* **DATA FOR REVIEW**:

----------

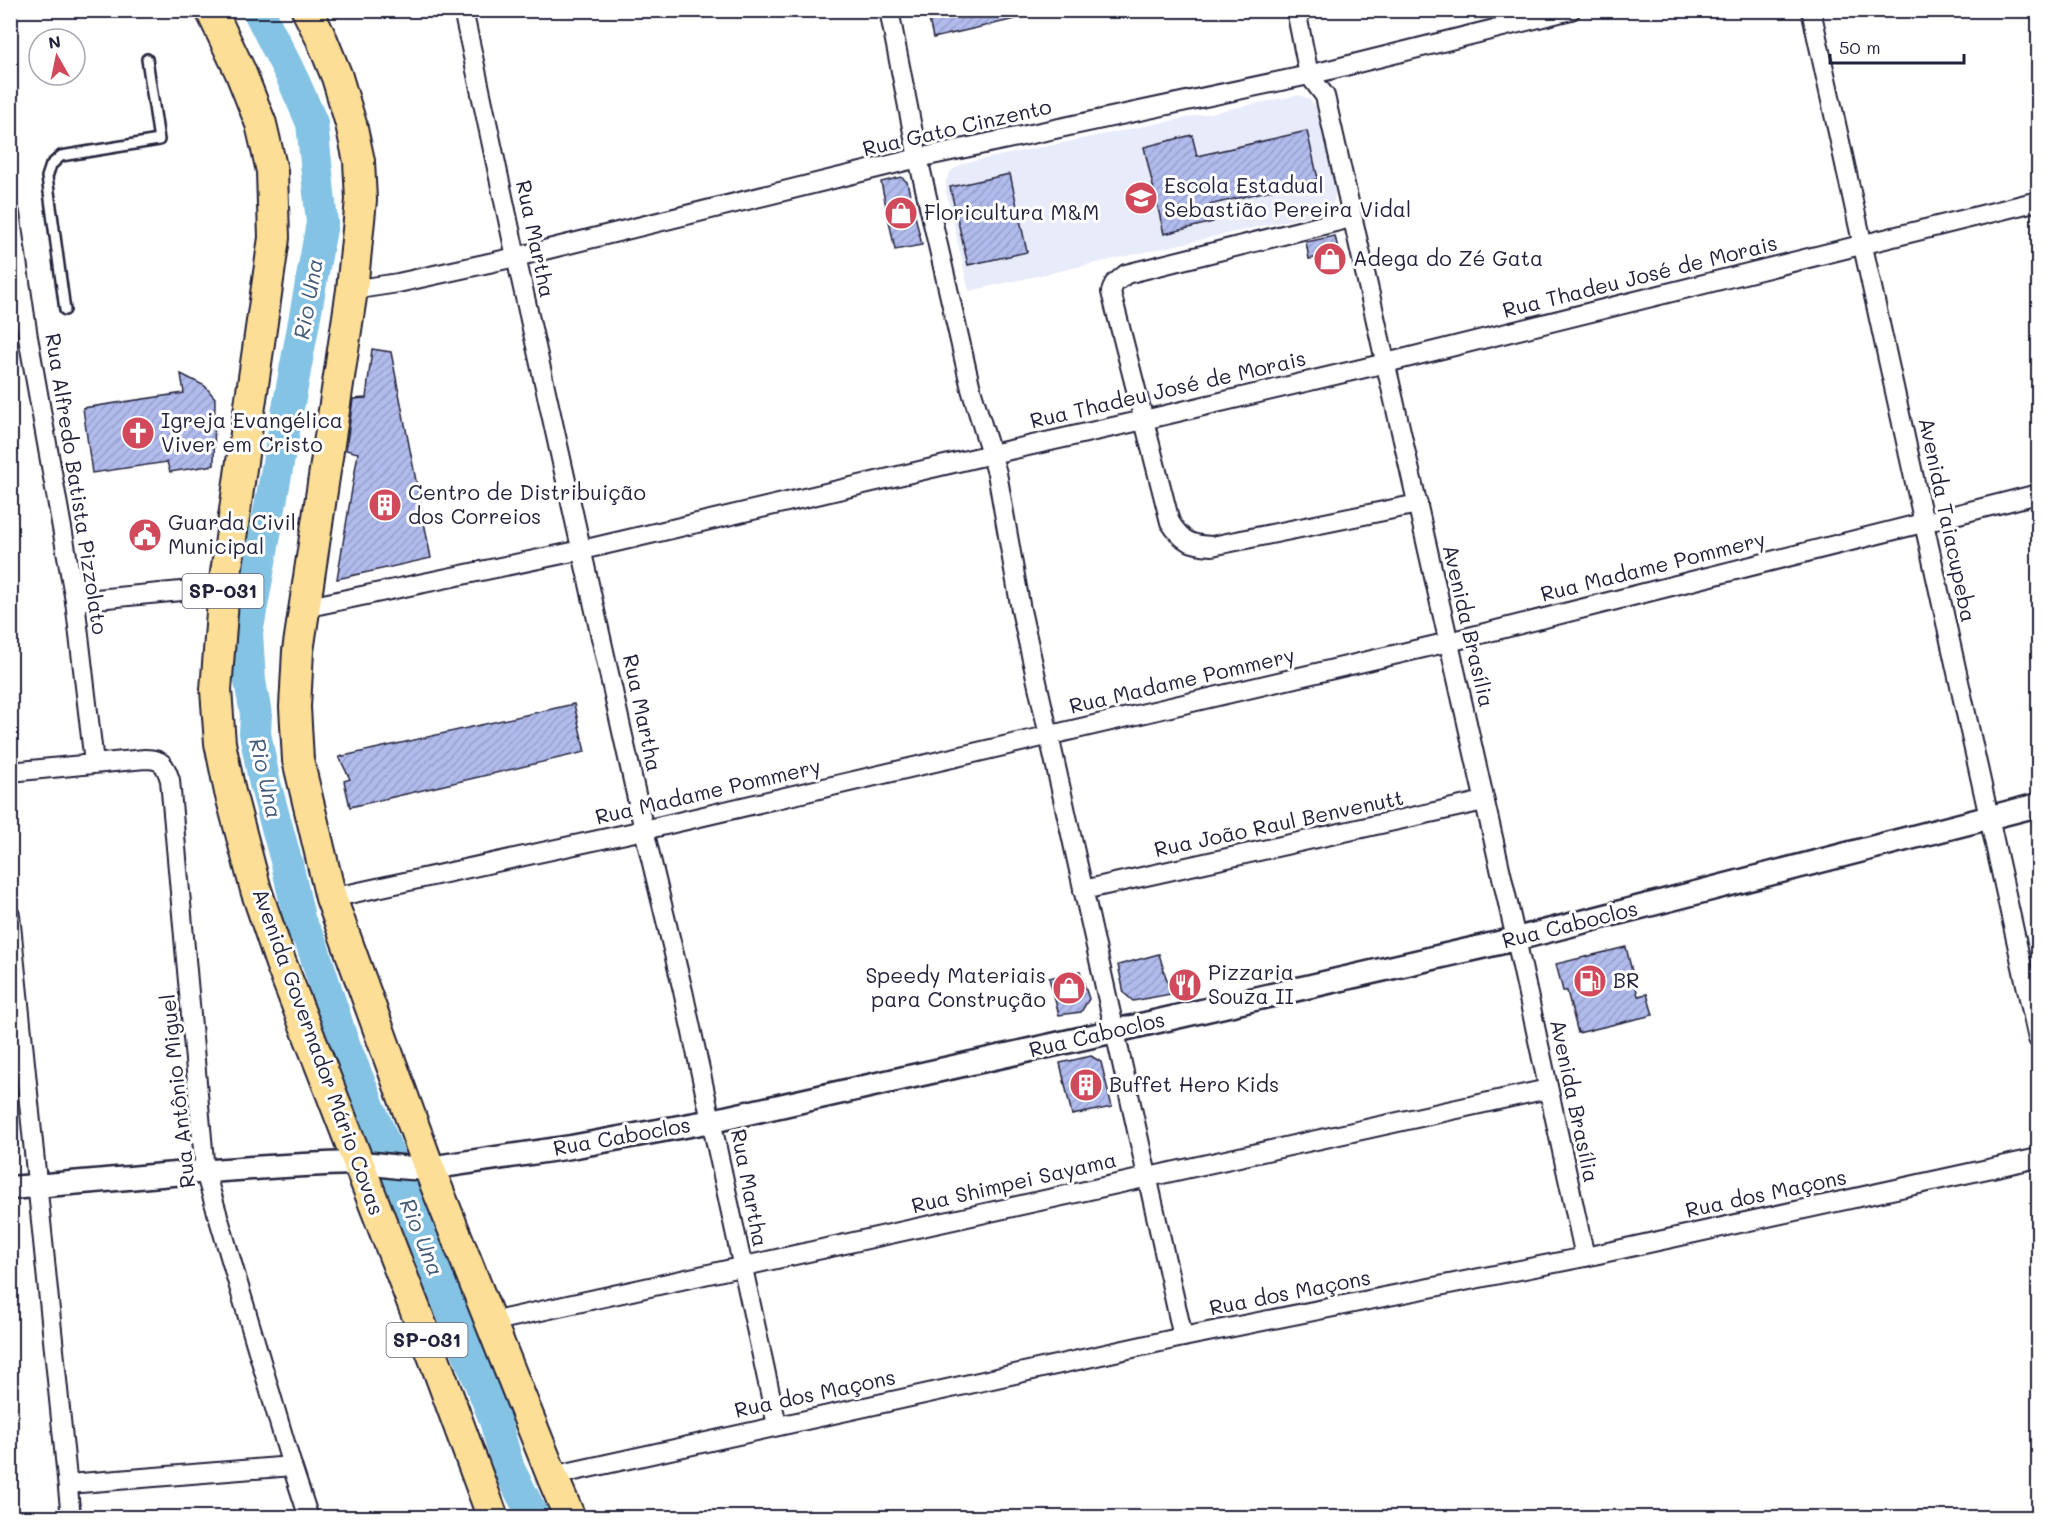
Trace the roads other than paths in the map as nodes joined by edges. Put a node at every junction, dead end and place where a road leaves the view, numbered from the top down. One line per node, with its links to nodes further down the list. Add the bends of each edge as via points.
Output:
1 (211, 10): 26 (highway, Avenida Governador Mário Covas / SP-031, via 261,124 272,171 274,238)
2 (464, 10): 15 (street, Rua Martha)
3 (889, 10): 10 (street)
4 (1296, 10): 9 (street, Avenida Brasília)
5 (1571, 10): 9 (street, Rua Gato Cinzento)
6 (1811, 10): 14 (street, Avenida Taiacupeba)
7 (307, 11): 16 (highway, SP-031, via 337,78 359,161 361,200)
8 (147, 58): 17 (lane, via 159,140 61,156 51,165 47,177)
9 (1309, 75): 10 (street, Rua Gato Cinzento); 13 (street, Avenida Brasília, via 1325,96)
10 (918, 158): 15 (street, Rua Gato Cinzento); 21 (street, via 971,389)
11 (2038, 201): 14 (street, Rua Thadeu José de Morais)
12 (10, 213): 18 (street, Rua Alfredo Batista Pizzolato)
13 (1351, 218): 19 (street, Avenida Brasília); 20 (street, via 1126,274 1119,279 1111,292)
14 (1864, 244): 19 (street, Rua Thadeu José de Morais); 24 (street, Avenida Taiacupeba)
15 (516, 257): 16 (street, Rua Gato Cinzento, via 398,284); 25 (street, Rua Martha)
16 (352, 290): 28 (highway, SP-031)
17 (65, 310)
18 (19, 338): 27 (street, Rua Alfredo Batista Pizzolato)
19 (1386, 363): 20 (street, Rua Thadeu José de Morais); 23 (street, Avenida Brasília)
20 (1144, 420): 21 (street, Rua Thadeu José de Morais); 23 (street, via 1170,522 1178,534 1200,546)
21 (992, 453): 25 (street, Rua Thadeu José de Morais); 30 (street)
22 (2038, 494): 24 (street, Rua Madame Pommery)
23 (1418, 504): 29 (street, Avenida Brasília)
24 (1924, 521): 29 (street, Rua Madame Pommery); 35 (street, Avenida Taiacupeba)
25 (582, 550): 28 (street, Rua Thadeu José de Morais); 36 (street, Rua Martha)
26 (224, 588): 27 (street); 46 (highway, Avenida Governador Mário Covas / SP-031, via 216,690 220,742 230,792 280,961)
27 (75, 602): 31 (street, Rua Alfredo Batista Pizzolato)
28 (304, 608): 38 (highway, SP-031, via 295,707 298,760)
29 (1449, 642): 30 (street, Rua Madame Pommery); 33 (street, Avenida Brasília)
30 (1049, 735): 36 (street, Rua Madame Pommery); 37 (street)
31 (94, 763): 32 (street); 48 (street, Rua Antônio Miguel, via 156,759 163,762 170,780)
32 (10, 772)
33 (1484, 801): 37 (street, Rua João Raul Benvenutt); 40 (street, Avenida Brasília)
34 (2038, 805): 35 (street, Rua Caboclos)
35 (1988, 817): 40 (street, Rua Caboclos); 42 (street, Avenida Taiacupeba)
36 (644, 830): 38 (street, Rua Madame Pommery); 44 (street, Rua Martha)
37 (1083, 890): 41 (street)
38 (331, 898): 47 (highway, SP-031)
39 (10, 915): 50 (street)
40 (1516, 939): 41 (street, Rua Caboclos); 43 (street, Avenida Brasília)
41 (1115, 1031): 44 (street, Rua Caboclos); 49 (street)
42 (2038, 1038)
43 (1548, 1089): 49 (street, Rua Shimpei Sayama); 52 (street, Avenida Brasília)
44 (712, 1120): 47 (street, Rua Caboclos); 53 (street, Rua Martha)
45 (2038, 1158): 52 (street, Rua dos Maçons)
46 (370, 1164): 47 (street, Rua Caboclos); 48 (street, Rua Caboclos); 62 (highway, Avenida Governador Mário Covas / SP-031, via 434,1358)
47 (424, 1169): 54 (highway, SP-031)
48 (205, 1172): 50 (street, Rua Caboclos); 57 (street, Rua Antônio Miguel)
49 (1147, 1176): 53 (street, Rua Shimpei Sayama); 55 (street)
50 (37, 1186): 51 (street, Rua Caboclos); 59 (street)
51 (10, 1188)
52 (1585, 1257): 55 (street, Rua dos Maçons)
53 (742, 1268): 54 (street, Rua Shimpei Sayama); 56 (street, Rua Martha)
54 (491, 1322): 58 (highway, SP-031)
55 (1183, 1337): 56 (street, Rua dos Maçons)
56 (777, 1425): 58 (street, Rua dos Maçons)
57 (292, 1466): 59 (street); 61 (street, Rua Antônio Miguel)
58 (552, 1476): 63 (highway, SP-031)
59 (68, 1484): 60 (street)
60 (71, 1518)
61 (309, 1518)
62 (494, 1518)
63 (570, 1518)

----------

* **WORK TO COMPLETE**: Above are several records. Count the lines among them that contain "Batista" and give only the total.

* **TASK RESULT**: 3